Directions:
The records follow. Copy them exactly, but omit the pictures.

====

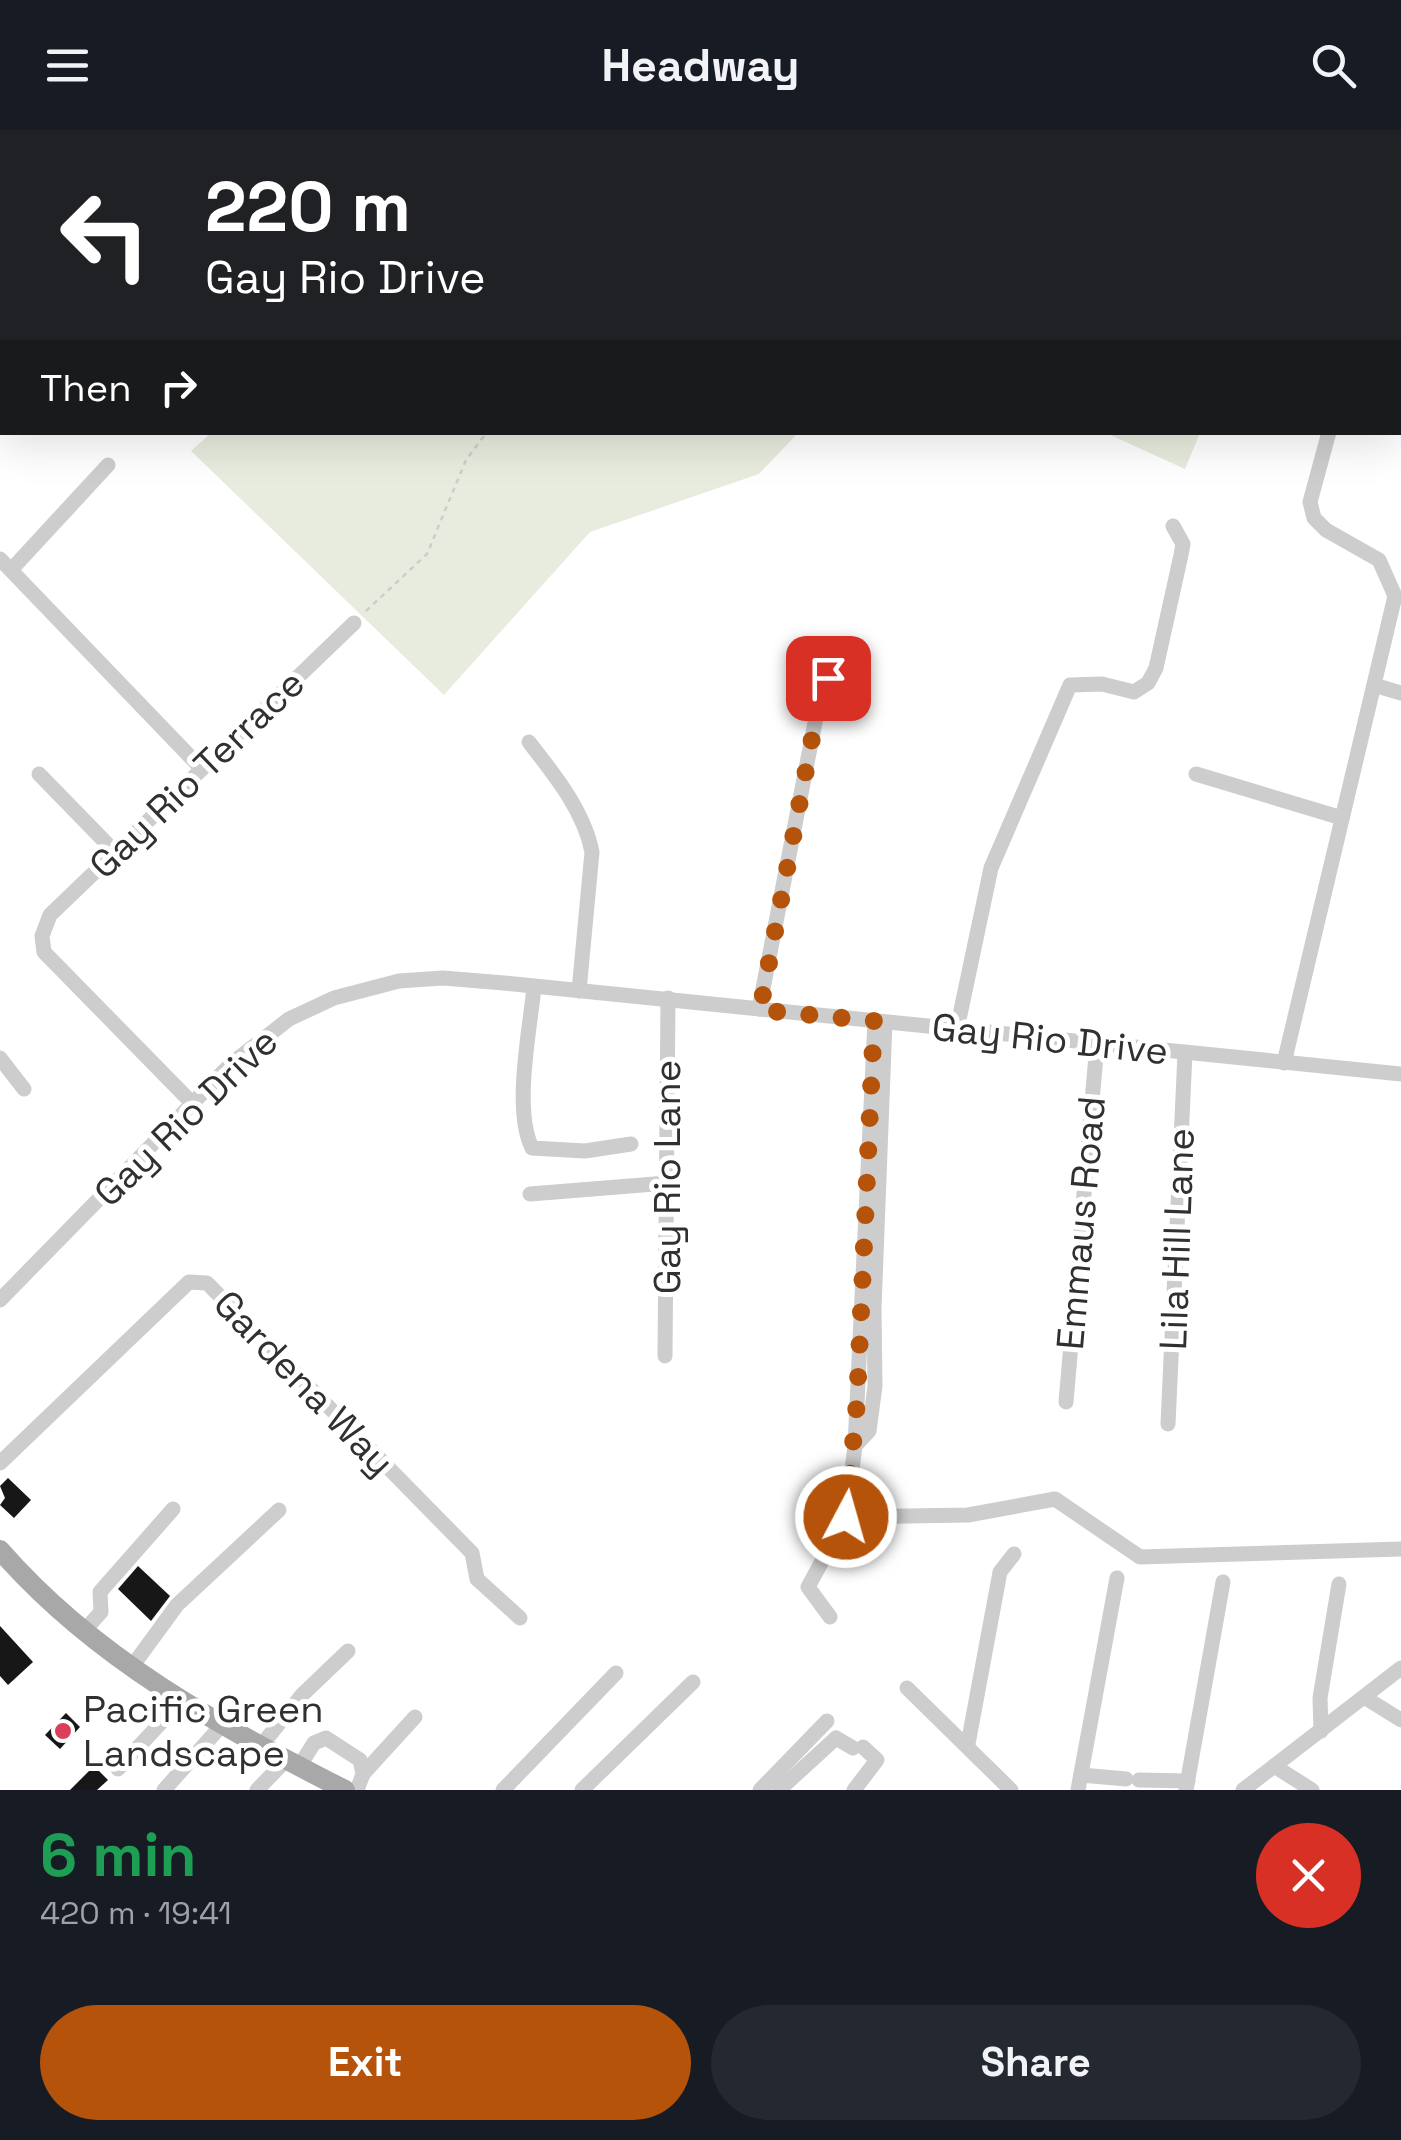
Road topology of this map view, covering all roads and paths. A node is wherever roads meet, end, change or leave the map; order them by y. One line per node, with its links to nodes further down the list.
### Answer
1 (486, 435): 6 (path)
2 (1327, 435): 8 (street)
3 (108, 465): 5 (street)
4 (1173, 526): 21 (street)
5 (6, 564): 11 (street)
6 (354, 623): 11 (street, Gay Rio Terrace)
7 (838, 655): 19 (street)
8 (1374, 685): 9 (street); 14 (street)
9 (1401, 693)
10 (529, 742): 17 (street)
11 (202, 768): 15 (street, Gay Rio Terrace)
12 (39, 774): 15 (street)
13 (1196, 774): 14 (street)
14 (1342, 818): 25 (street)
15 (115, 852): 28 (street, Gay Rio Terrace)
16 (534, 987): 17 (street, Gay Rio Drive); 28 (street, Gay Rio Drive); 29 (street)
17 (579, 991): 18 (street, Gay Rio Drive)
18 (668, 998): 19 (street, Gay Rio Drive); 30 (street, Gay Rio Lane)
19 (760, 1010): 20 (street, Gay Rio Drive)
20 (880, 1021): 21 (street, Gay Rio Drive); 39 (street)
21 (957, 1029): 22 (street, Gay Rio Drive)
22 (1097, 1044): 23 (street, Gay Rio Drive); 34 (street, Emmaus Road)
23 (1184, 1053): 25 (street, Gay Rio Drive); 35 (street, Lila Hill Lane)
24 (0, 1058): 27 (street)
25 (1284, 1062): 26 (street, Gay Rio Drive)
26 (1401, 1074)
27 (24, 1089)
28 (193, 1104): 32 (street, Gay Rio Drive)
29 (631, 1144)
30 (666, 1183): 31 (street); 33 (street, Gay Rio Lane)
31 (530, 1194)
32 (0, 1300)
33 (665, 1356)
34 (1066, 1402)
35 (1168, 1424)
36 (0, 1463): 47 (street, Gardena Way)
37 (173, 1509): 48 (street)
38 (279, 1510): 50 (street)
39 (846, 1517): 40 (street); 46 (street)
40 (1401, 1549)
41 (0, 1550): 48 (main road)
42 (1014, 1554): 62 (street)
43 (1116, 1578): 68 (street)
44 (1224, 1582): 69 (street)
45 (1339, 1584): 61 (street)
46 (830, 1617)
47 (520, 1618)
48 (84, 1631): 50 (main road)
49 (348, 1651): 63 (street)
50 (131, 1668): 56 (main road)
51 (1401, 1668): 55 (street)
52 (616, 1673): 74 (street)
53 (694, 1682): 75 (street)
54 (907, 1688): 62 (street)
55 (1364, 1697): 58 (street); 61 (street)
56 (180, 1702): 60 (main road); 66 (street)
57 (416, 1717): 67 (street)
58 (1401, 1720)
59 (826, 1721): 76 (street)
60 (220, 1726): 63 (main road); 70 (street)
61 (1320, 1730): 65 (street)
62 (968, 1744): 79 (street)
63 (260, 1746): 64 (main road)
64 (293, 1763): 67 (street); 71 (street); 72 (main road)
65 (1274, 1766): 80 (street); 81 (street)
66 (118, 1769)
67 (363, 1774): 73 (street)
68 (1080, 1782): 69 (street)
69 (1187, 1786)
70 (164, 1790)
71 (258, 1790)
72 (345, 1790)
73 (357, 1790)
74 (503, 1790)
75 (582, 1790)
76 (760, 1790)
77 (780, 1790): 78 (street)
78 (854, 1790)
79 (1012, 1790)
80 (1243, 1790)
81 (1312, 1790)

====

Output of the exercise:
Road topology of this map view, covering all roads and paths. A node is wherever roads meet, end, change or leave the map; order them by y. One line per node, with its links to nodes further down the list.
### Answer
1 (486, 435): 6 (path)
2 (1327, 435): 8 (street)
3 (108, 465): 5 (street)
4 (1173, 526): 21 (street)
5 (6, 564): 11 (street)
6 (354, 623): 11 (street, Gay Rio Terrace)
7 (838, 655): 19 (street)
8 (1374, 685): 9 (street); 14 (street)
9 (1401, 693)
10 (529, 742): 17 (street)
11 (202, 768): 15 (street, Gay Rio Terrace)
12 (39, 774): 15 (street)
13 (1196, 774): 14 (street)
14 (1342, 818): 25 (street)
15 (115, 852): 28 (street, Gay Rio Terrace)
16 (534, 987): 17 (street, Gay Rio Drive); 28 (street, Gay Rio Drive); 29 (street)
17 (579, 991): 18 (street, Gay Rio Drive)
18 (668, 998): 19 (street, Gay Rio Drive); 30 (street, Gay Rio Lane)
19 (760, 1010): 20 (street, Gay Rio Drive)
20 (880, 1021): 21 (street, Gay Rio Drive); 39 (street)
21 (957, 1029): 22 (street, Gay Rio Drive)
22 (1097, 1044): 23 (street, Gay Rio Drive); 34 (street, Emmaus Road)
23 (1184, 1053): 25 (street, Gay Rio Drive); 35 (street, Lila Hill Lane)
24 (0, 1058): 27 (street)
25 (1284, 1062): 26 (street, Gay Rio Drive)
26 (1401, 1074)
27 (24, 1089)
28 (193, 1104): 32 (street, Gay Rio Drive)
29 (631, 1144)
30 (666, 1183): 31 (street); 33 (street, Gay Rio Lane)
31 (530, 1194)
32 (0, 1300)
33 (665, 1356)
34 (1066, 1402)
35 (1168, 1424)
36 (0, 1463): 47 (street, Gardena Way)
37 (173, 1509): 48 (street)
38 (279, 1510): 50 (street)
39 (846, 1517): 40 (street); 46 (street)
40 (1401, 1549)
41 (0, 1550): 48 (main road)
42 (1014, 1554): 62 (street)
43 (1116, 1578): 68 (street)
44 (1224, 1582): 69 (street)
45 (1339, 1584): 61 (street)
46 (830, 1617)
47 (520, 1618)
48 (84, 1631): 50 (main road)
49 (348, 1651): 63 (street)
50 (131, 1668): 56 (main road)
51 (1401, 1668): 55 (street)
52 (616, 1673): 74 (street)
53 (694, 1682): 75 (street)
54 (907, 1688): 62 (street)
55 (1364, 1697): 58 (street); 61 (street)
56 (180, 1702): 60 (main road); 66 (street)
57 (416, 1717): 67 (street)
58 (1401, 1720)
59 (826, 1721): 76 (street)
60 (220, 1726): 63 (main road); 70 (street)
61 (1320, 1730): 65 (street)
62 (968, 1744): 79 (street)
63 (260, 1746): 64 (main road)
64 (293, 1763): 67 (street); 71 (street); 72 (main road)
65 (1274, 1766): 80 (street); 81 (street)
66 (118, 1769)
67 (363, 1774): 73 (street)
68 (1080, 1782): 69 (street)
69 (1187, 1786)
70 (164, 1790)
71 (258, 1790)
72 (345, 1790)
73 (357, 1790)
74 (503, 1790)
75 (582, 1790)
76 (760, 1790)
77 (780, 1790): 78 (street)
78 (854, 1790)
79 (1012, 1790)
80 (1243, 1790)
81 (1312, 1790)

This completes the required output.